Depuis le 13 août 2026, l’employeur (Fonction publique de l'État, Fonction publique territoriale, Fonction publique hospitalière) doit informer l’agent, dans des délais précis du nombre de jours reportés et de leur date limite d’utilisation.
Le texte encadre les cas bien précis où un agent n'a pas pu poser ses congés payés au cours de l'année pour :
- Raisons de santé (arrêt maladie) ;
- Raisons familiales ou parentales (congé maternité, paternité, présence parentale, etc.) ;
- Raisons liées à l'intérêt du service.
Le CASVP doit obligatoirement informer l'agent, par tout moyen
- Du nombre de jours de congé annuel reportés ;
- De la date limite jusqu'à laquelle ces jours peuvent être utilisés.
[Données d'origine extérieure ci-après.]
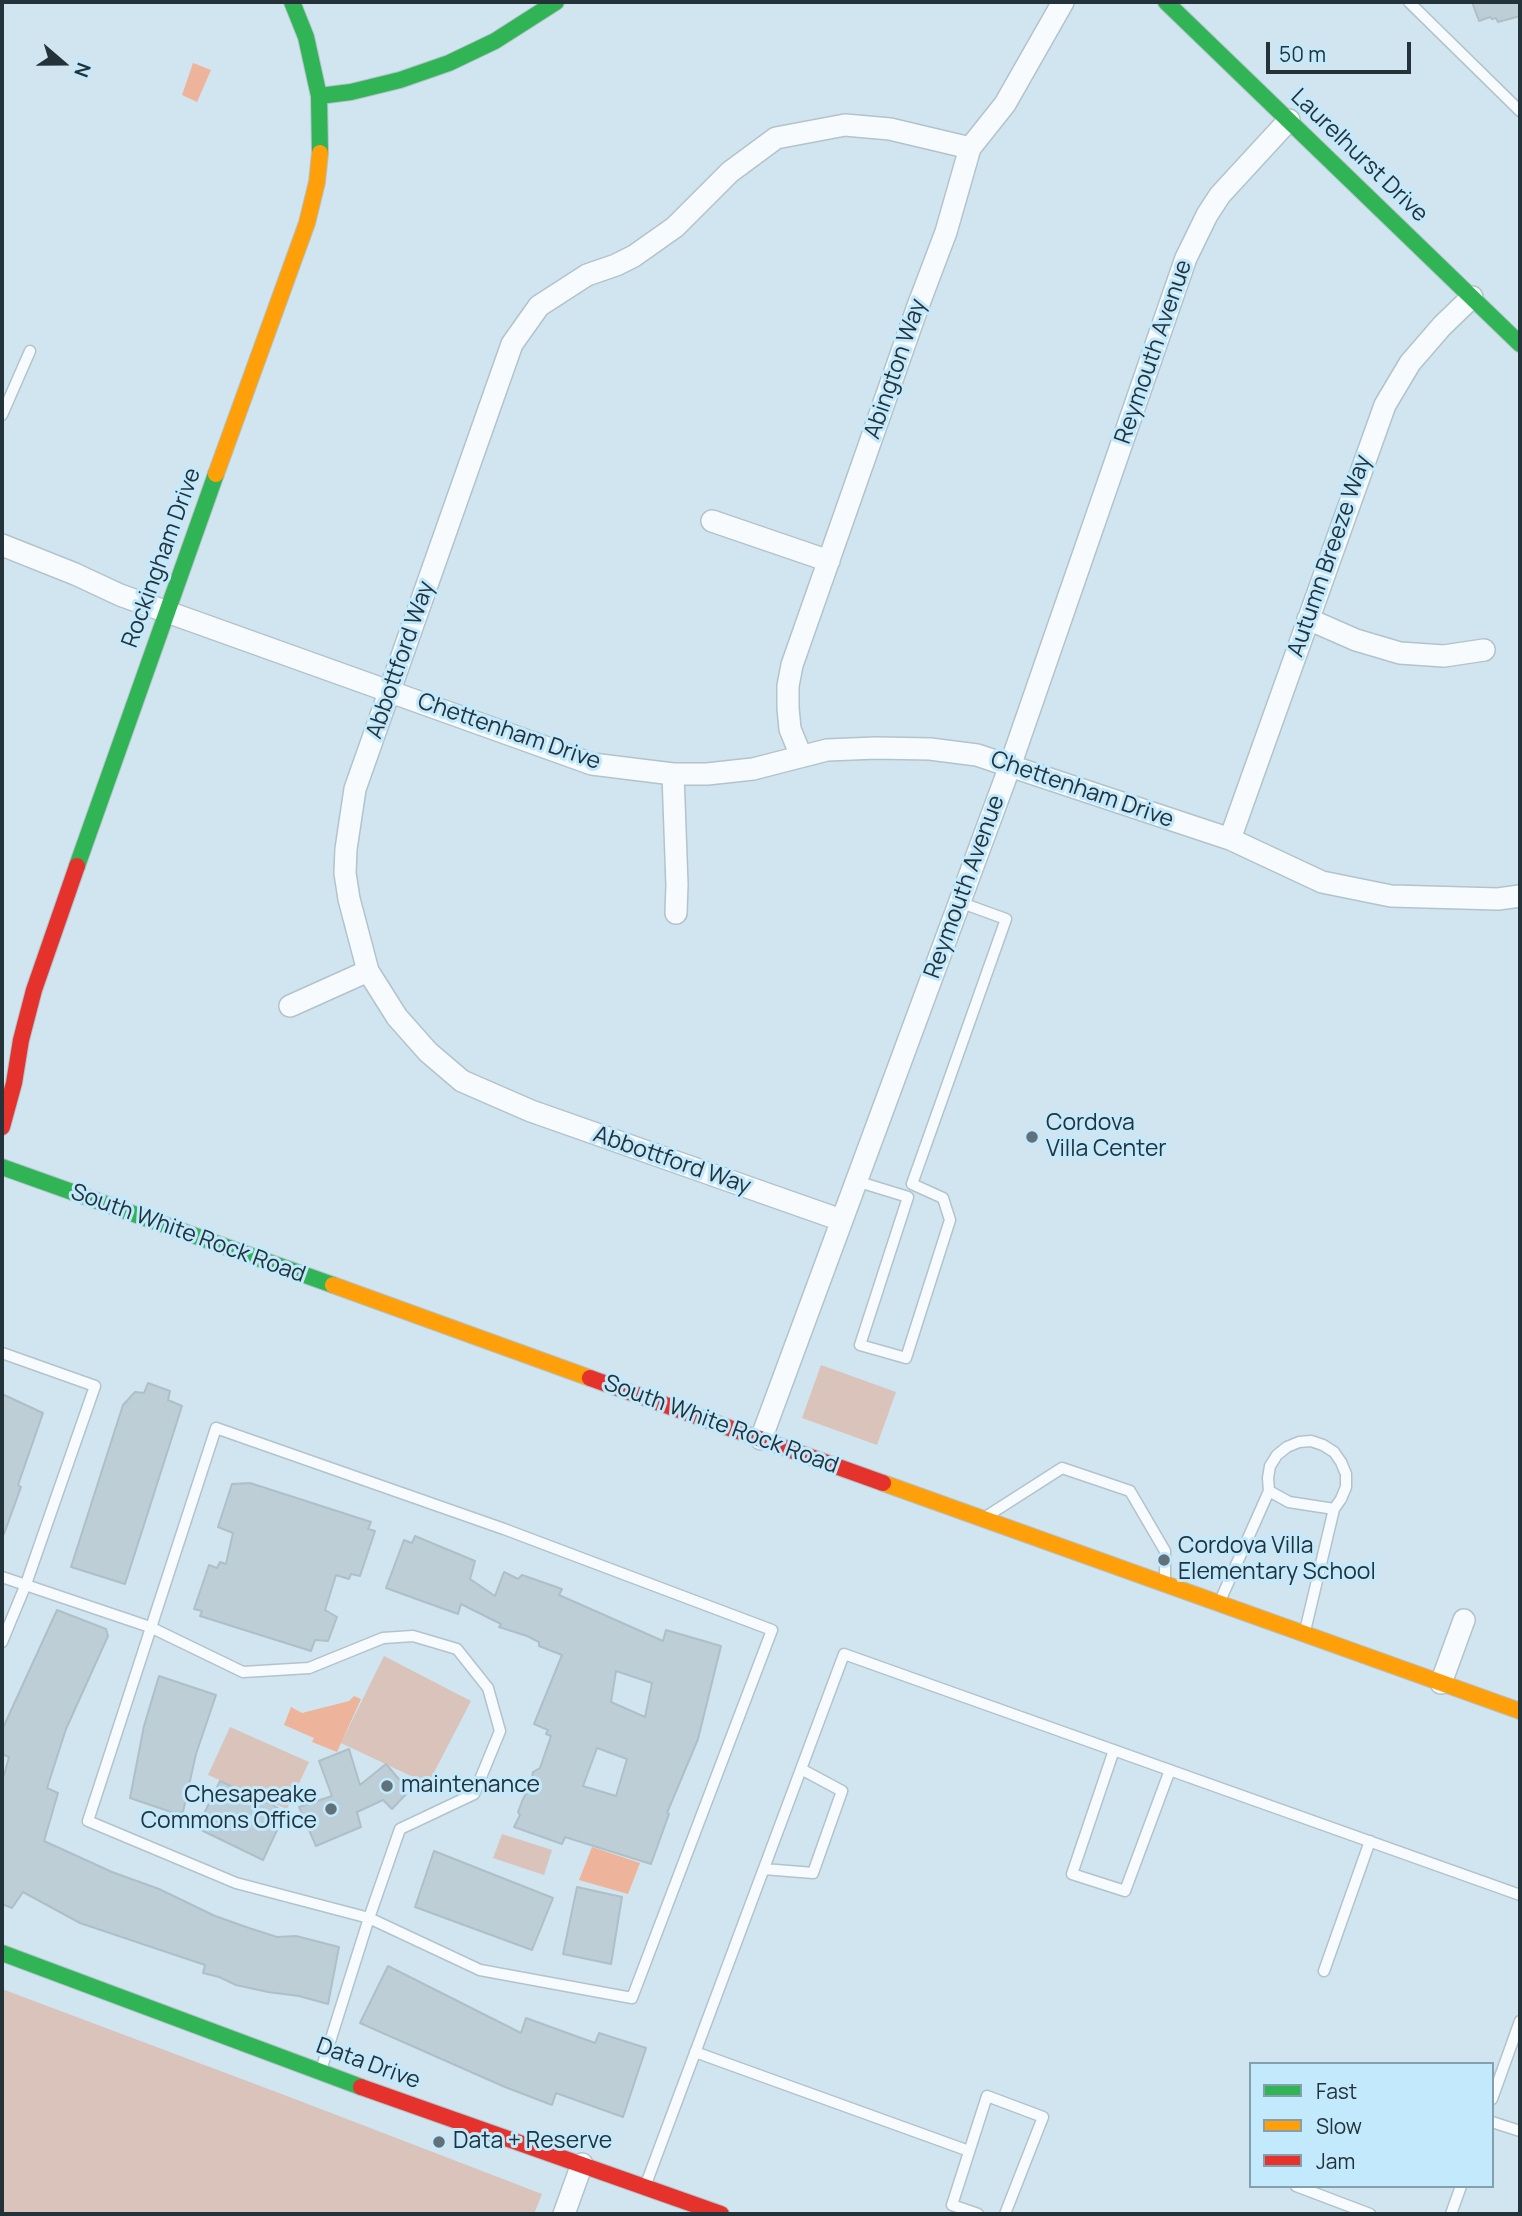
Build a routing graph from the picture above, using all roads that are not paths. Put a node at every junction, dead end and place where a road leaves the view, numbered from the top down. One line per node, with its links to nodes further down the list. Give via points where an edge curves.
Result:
1 (292, 2): 6 (street, Rockingham Drive, via 306,37)
2 (556, 2): 6 (street, via 495,41 449,63 400,80)
3 (1063, 2): 9 (street, Abington Way, via 1005,104)
4 (1166, 2): 8 (street, Laurelhurst Drive)
5 (1409, 2): 7 (lane)
6 (319, 96): 17 (street, Rockingham Drive, via 321,140 307,223)
7 (1520, 111)
8 (1289, 120): 10 (street, Laurelhurst Drive); 22 (street, Reymouth Avenue, via 1220,195 1195,237)
9 (970, 148): 16 (street, Abington Way, via 946,232); 20 (street, Abbottford Way, via 890,129 845,125 776,138 730,172 675,228 634,256 587,275 539,306 512,344)
10 (1472, 297): 11 (street, Laurelhurst Drive); 18 (street, Autumn Breeze Way, via 1418,354 1385,405)
11 (1520, 344)
12 (30, 351): 13 (lane)
13 (2, 415)
14 (712, 521): 16 (street)
15 (2, 545): 17 (street, Chettenham Drive)
16 (829, 561): 21 (street, Abington Way, via 788,686 790,729)
17 (167, 611): 20 (street, Chettenham Drive); 30 (street, Rockingham Drive, via 33,990)
18 (1308, 619): 19 (street, via 1400,653 1444,656); 24 (street, Autumn Breeze Way)
19 (1484, 650)
20 (391, 691): 23 (street, Chettenham Drive, via 592,764); 28 (street, Abbottford Way, via 355,789 346,849 349,899)
21 (801, 756): 22 (street, Chettenham Drive, via 827,750 930,749 977,755); 23 (street, Chettenham Drive, via 753,769)
22 (1010, 766): 24 (street, Chettenham Drive); 26 (street, Reymouth Avenue)
23 (673, 774): 27 (street)
24 (1230, 839): 25 (street, Chettenham Drive, via 1322,882 1391,896)
25 (1520, 896)
26 (959, 902): 32 (street, Reymouth Avenue); 33 (lane, via 1006,919)
27 (676, 912)
28 (368, 971): 29 (street); 35 (street, Abbottford Way, via 397,1017 462,1081 531,1111)
29 (290, 1006)
30 (2, 1127)
31 (2, 1167): 37 (street, South White Rock Road)
32 (856, 1181): 34 (lane); 35 (street, Reymouth Avenue)
33 (912, 1184): 34 (lane); 34 (lane, via 943,1198 950,1220 906,1359 860,1345)
34 (908, 1197)
35 (841, 1220): 37 (street, Reymouth Avenue)
36 (2, 1353): 42 (lane, via 95,1386)
37 (761, 1439): 40 (street, South White Rock Road)
38 (1269, 1491): 39 (lane, via 1289,1502); 39 (lane, via 1270,1466 1277,1455 1298,1442 1311,1441 1334,1452 1346,1474 1342,1499); 44 (lane)
39 (1334, 1509): 47 (lane)
40 (983, 1519): 43 (street, South White Rock Road); 43 (lane, via 1062,1468 1130,1491 1165,1551)
41 (2, 1577): 42 (lane)
42 (26, 1584): 46 (lane); 48 (lane)
43 (1164, 1584): 44 (street, South White Rock Road)
44 (1219, 1604): 47 (street, South White Rock Road)
45 (1464, 1620): 49 (street)
46 (150, 1627): 57 (lane, via 88,1821 236,1883); 57 (lane, via 243,1672 309,1668 383,1638 413,1636 457,1649 488,1688 500,1731 474,1794 400,1829); 57 (lane, via 216,1428 772,1630 632,1998 480,1970)
47 (1304, 1634): 49 (street, South White Rock Road)
48 (2, 1642)
49 (1441, 1683): 50 (street, South White Rock Road)
50 (1520, 1711)
51 (1114, 1750): 52 (lane, via 844,1654); 53 (lane); 53 (lane, via 1072,1874 1125,1891)
52 (801, 1769): 55 (lane); 55 (lane, via 842,1791 813,1873)
53 (1170, 1770): 54 (lane)
54 (1370, 1841): 56 (lane); 59 (lane)
55 (764, 1869): 61 (lane)
56 (1520, 1895)
57 (369, 1918): 62 (lane)
58 (2, 1953): 62 (street, Data Drive)
59 (1324, 1971)
60 (1520, 2021): 63 (lane)
61 (695, 2052): 66 (lane); 68 (lane)
62 (320, 2072): 67 (street, Data Drive)
63 (1494, 2093)
64 (1494, 2123): 65 (lane)
65 (1520, 2131)
66 (969, 2151): 73 (lane, via 952,2205); 74 (lane, via 987,2096 1043,2117)
67 (582, 2164): 68 (street, Data Drive); 71 (street)
68 (645, 2187): 72 (street, Data Drive)
69 (1301, 2188): 75 (lane)
70 (1457, 2188): 76 (lane)
71 (564, 2214)
72 (721, 2214)
73 (978, 2214)
74 (1005, 2214)
75 (1370, 2214)
76 (1451, 2214)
Échéances de cette information
- En cas de reprise après un congé (santé/famille) : Dans le mois qui suit la reprise effective des fonctions.
- En cas d'impossibilité pour intérêt du service : Avant le 31 janvier de l'année suivante.
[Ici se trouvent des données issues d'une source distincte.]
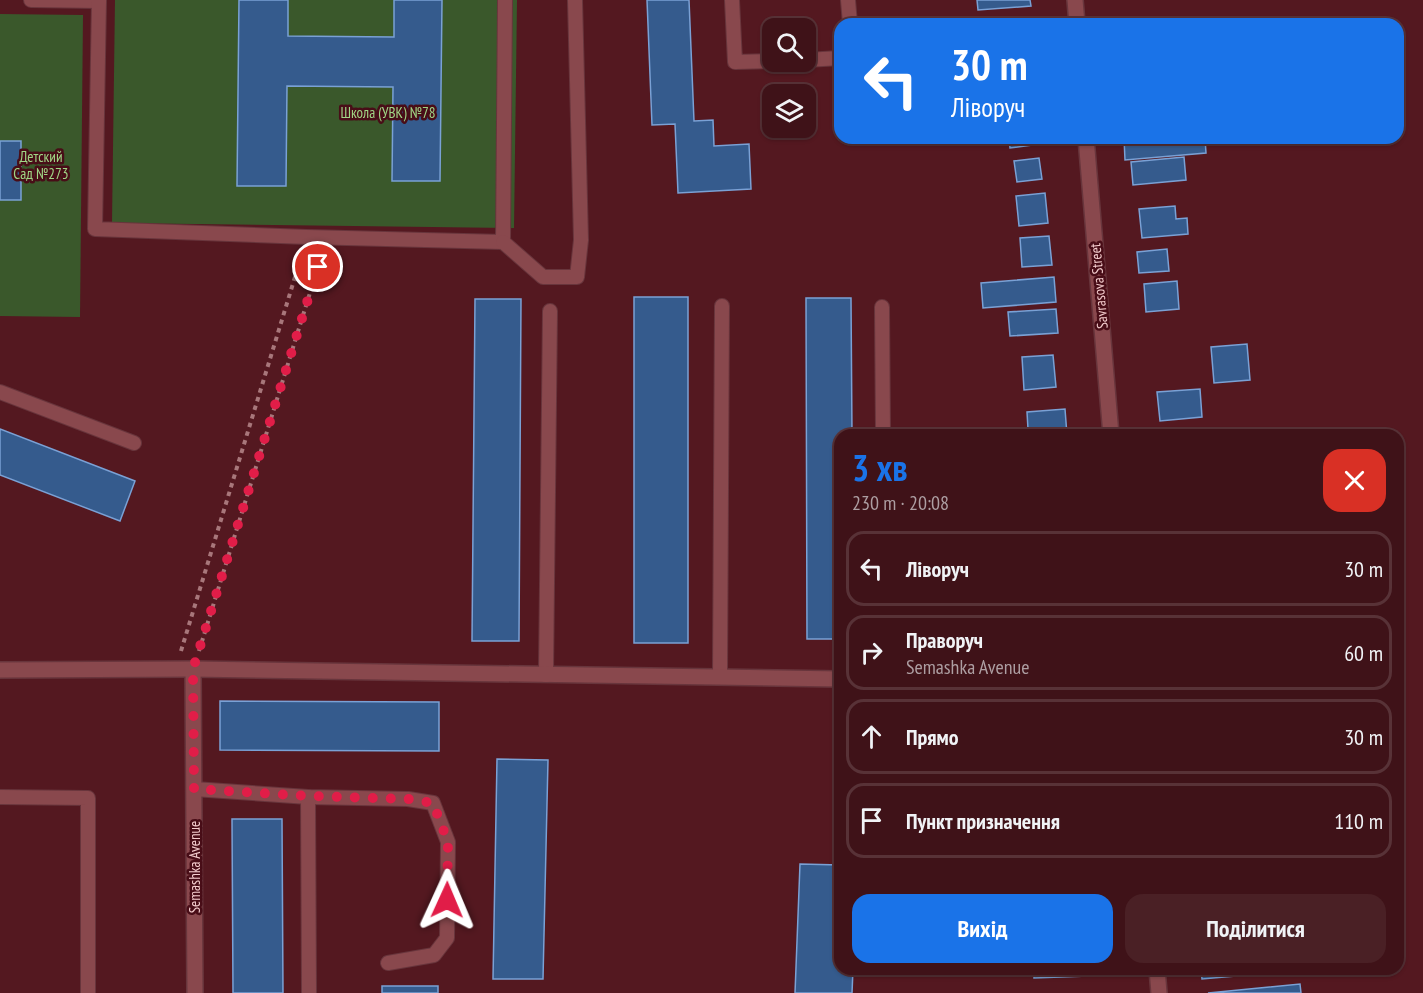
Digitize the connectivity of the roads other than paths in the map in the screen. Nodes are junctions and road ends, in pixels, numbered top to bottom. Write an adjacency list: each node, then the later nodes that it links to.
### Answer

Déclenchement et suspension du délai de report
- Point de départ : La période de report (généralement de 15 mois) ne commence à courir qu'à partir du moment où l'agent reçoit cette notification officielle.
- Exception arrêt long (1 an et +), si vous êtes en arrêt depuis plus d'un an au 31 décembre :
- Le délai de report de vos congés démarre à cette date.
- À votre reprise, ce délai est gelé.
- Il ne reprend qu'une fois que l'administration vous a notifié vos jours restants.
Information sur l'indemnisation
Si des jours de congé annuel non pris ou reportés donnent droit à une indemnisation financière (notamment lors du départ définitif d'un agent), le CASVP doit également notifier explicitement à l'agent le nombre de jours concernés par ce versement.